▸ Given entries

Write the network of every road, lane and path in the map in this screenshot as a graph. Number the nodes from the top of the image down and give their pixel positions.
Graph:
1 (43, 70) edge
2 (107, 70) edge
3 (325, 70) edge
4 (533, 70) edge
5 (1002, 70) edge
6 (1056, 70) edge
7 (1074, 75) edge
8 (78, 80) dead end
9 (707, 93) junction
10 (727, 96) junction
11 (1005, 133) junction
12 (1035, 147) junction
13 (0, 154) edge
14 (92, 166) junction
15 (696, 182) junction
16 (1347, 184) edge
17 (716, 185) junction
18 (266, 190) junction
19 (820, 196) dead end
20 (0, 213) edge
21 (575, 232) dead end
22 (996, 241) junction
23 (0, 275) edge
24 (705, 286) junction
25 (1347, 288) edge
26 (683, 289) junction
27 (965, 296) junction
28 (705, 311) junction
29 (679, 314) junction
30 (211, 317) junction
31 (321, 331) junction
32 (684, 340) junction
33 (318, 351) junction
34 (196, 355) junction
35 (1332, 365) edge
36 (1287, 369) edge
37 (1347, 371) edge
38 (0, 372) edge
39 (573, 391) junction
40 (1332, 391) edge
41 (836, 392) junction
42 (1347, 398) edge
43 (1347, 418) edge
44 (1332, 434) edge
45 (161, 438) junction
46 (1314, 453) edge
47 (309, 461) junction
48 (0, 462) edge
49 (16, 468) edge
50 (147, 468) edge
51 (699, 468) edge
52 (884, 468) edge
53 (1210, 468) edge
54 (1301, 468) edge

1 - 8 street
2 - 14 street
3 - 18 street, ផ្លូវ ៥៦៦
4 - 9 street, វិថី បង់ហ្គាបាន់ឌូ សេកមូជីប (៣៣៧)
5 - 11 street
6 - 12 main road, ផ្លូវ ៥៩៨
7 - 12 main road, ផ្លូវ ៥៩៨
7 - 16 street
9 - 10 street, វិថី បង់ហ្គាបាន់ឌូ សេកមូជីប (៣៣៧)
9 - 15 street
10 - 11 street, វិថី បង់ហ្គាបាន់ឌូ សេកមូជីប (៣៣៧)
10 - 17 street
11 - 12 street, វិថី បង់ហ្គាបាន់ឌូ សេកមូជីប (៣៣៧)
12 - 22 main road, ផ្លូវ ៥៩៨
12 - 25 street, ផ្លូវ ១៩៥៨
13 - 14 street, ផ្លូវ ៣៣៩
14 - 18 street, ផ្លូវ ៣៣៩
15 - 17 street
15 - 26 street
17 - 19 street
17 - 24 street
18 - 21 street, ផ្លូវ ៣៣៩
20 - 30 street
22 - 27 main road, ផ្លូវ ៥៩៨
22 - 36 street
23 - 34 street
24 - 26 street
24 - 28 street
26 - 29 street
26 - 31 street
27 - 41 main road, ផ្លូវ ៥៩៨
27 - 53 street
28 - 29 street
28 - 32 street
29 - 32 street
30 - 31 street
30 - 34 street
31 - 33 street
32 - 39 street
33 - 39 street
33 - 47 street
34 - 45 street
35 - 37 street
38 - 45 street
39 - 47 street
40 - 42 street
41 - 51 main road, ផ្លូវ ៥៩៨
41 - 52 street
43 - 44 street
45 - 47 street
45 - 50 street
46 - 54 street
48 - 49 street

==

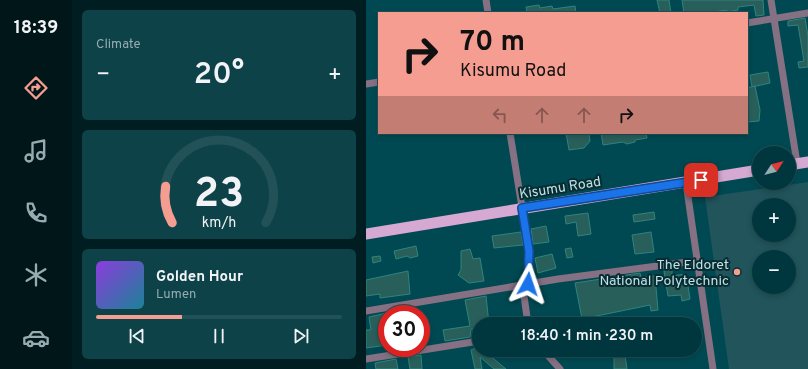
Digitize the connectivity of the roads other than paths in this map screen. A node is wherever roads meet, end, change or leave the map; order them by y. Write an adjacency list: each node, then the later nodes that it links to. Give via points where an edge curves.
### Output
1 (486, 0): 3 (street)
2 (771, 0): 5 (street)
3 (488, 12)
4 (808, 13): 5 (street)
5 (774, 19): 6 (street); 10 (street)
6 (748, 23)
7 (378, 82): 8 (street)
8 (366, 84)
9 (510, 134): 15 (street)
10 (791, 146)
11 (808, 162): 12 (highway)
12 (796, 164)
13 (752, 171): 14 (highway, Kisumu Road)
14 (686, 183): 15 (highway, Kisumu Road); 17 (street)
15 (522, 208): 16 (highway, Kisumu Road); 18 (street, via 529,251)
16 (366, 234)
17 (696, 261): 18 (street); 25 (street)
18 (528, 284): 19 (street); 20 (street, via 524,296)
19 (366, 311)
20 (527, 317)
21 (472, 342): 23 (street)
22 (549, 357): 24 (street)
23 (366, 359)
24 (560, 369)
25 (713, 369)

...

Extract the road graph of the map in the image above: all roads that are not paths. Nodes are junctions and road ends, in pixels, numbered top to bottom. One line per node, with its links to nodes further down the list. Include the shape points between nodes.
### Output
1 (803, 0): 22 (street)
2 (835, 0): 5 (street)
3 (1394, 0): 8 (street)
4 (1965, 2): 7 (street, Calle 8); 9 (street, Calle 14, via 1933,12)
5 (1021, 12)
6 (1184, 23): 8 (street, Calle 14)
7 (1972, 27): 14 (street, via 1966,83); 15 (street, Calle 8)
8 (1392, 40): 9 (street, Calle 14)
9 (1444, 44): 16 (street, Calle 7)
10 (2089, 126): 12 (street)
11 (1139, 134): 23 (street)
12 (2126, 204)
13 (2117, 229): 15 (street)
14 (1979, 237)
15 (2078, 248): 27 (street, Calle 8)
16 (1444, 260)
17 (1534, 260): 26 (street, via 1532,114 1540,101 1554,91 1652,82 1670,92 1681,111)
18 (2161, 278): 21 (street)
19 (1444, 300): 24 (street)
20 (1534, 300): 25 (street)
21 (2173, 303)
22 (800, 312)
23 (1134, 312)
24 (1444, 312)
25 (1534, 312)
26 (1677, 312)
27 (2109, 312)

▸ Prompt
Go through the data, and copy each line in which the word "image" appears.

▸ Your solution
Write the network of every road, lane and path in the map in this screenshot as a graph. Number the nodes from the top of the image down and give their pixel positions.
Extract the road graph of the map in the image above: all roads that are not paths. Nodes are junctions and road ends, in pixels, numbered top to bottom. One line per node, with its links to nodes further down the list. Include the shape points between nodes.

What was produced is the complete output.